In our study, subjects were screened with urine microalbumin, urine and serum creatinine, GFR, and urine microalbumin-to-creatinine ratios in first-morning urine for the detection of proteinuria and renal functions. No statistically significant difference was found between the urine microalbumin and microalbumin-to-creatinine ratios in the first-morning urine in all of the patient and control groups. However, the GFR was lower and the serum creatinine level was higher in the subgroups of patients than those of the control group. These results show that a mild renal dysfunction may be detected in patients with UFSK.

Although some investigators have reported an increased prevalence of hypertension, others have failed to document these abnormalities in children with UFSK [11]. Janda et al. [13] recorded marginal diastolic hypertension in one third of their subjects in a study of 40 children and/or adolescents (23 URA, 17 UNP). As we mentioned before, there are few reports which have utilized 24-h ABPM in UFSK children. Mei-Zahav et al. [21] showed that the presence of an UFSK, from whatever cause, leads to an increase in BP. This is particularly manifested in systolic BP and even more so in daytime systolic BP. Kasiske et al. [11] reported that UNP does not cause progressive renal dysfunction, but may be associated with a small increase in BP. On the other hand, Wikstad et al. [8] concluded that adults born with URA or UNP in childhood did not have a marked increase in arterial BP or renal insufficiency. We measured the ABPM in three groups of patient with UFSK and found that they have the same characteristics as in healthy controls. However, in our study, the mean office, 24-h systolic, daytime, and night-time systolic and diastolic BP, mean 24-h, daytime, and night-time heart rate, 24-h systolic BP load, systolic and diastolic BP dipping in all groups of patients were similar to those of the controls. In contrast, mean 24-h diastolic BP was higher in the URA group than those of the control group, but this finding showed no difference between the other patient groups and controls.
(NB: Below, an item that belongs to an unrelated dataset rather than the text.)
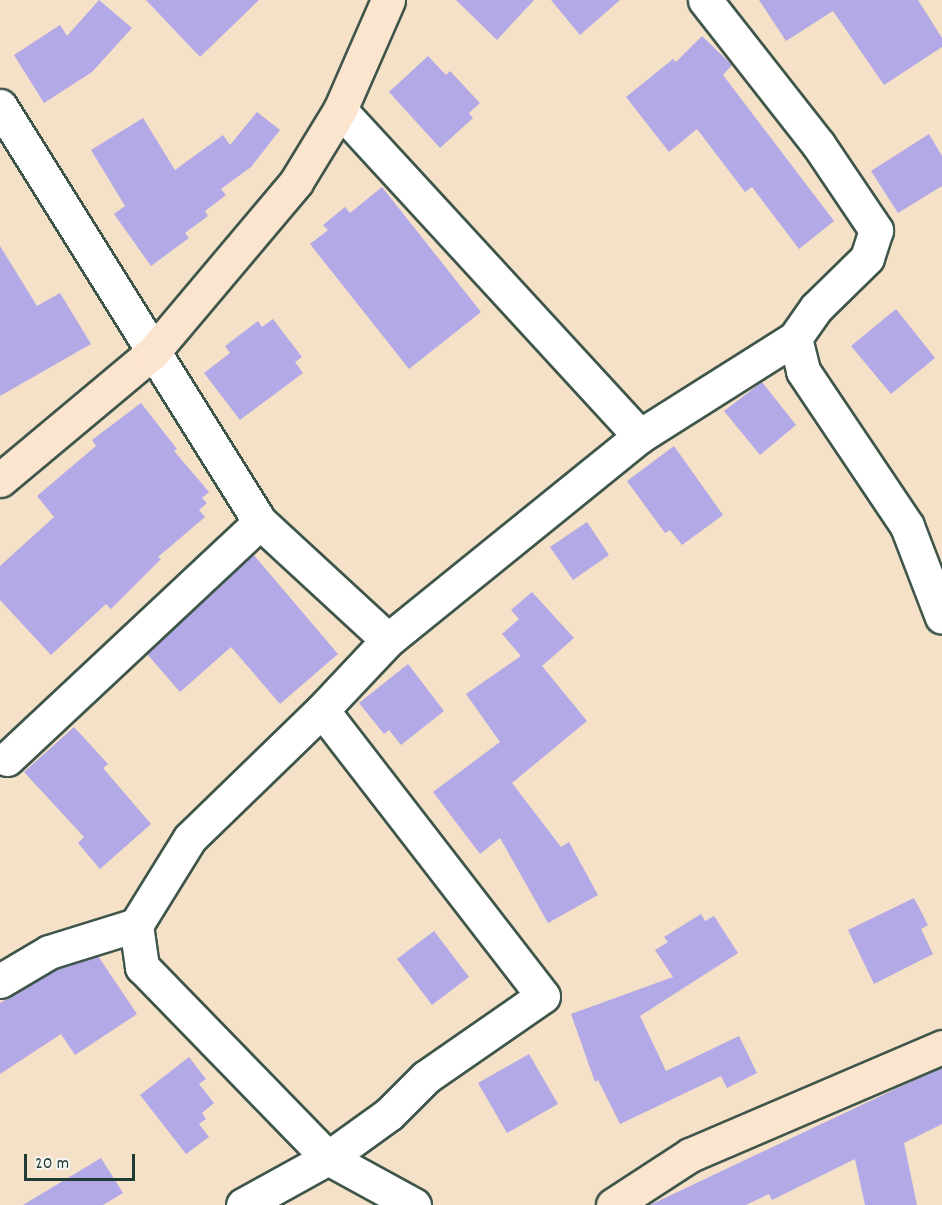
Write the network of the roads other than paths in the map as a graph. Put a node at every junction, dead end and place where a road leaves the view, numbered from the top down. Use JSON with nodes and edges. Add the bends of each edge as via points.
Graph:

The 24-h diastolic BP load was increased in the UAK group. In addition, an increased prevalence of hypertension was found in all of the patients groups. According to these results, we suggest that patients with a single kidney have potential risk factors for hypertension in the early childhood period.

Compensatory hypertrophy of the remaining kidney may be seen in patients with UFSK. In adult animals, a compensatory increase in size following UNP is, for the most part, attributable to hypertrophy (an increase in cell size), which is predominantly of proximal tubular origin. In young animals, renal growth is achieved primarily by cell multiplication, that is, hyperplasia [3]. In the present study, an inverse correlation was found between renal size SDS and 24-h MAP SDS, 24-h systolic and diastolic BP load SDS in all of the patients, but was not seen in the controls. Therefore, we think that there is an increased risk of hypertension in children without compensatory hypertrophy.

To this end, we conclude that subtle alterations of renal function might be already present in children with UFSK, while no obvious pathological findings were made for BP or urinary protein excretion in the early period. However, an increased BP load was seen in these patients (particularly in patients without compensatory hypertrophy). Nevertheless, this might not exclude an increased long-term risk for the development of hypertension or impaired renal function in this patient group. Because patients in the present study have a small sample and a shorter follow-up period, further prospective studies with a larger sample size and of longer term are suggested to find the relationship between these parameters.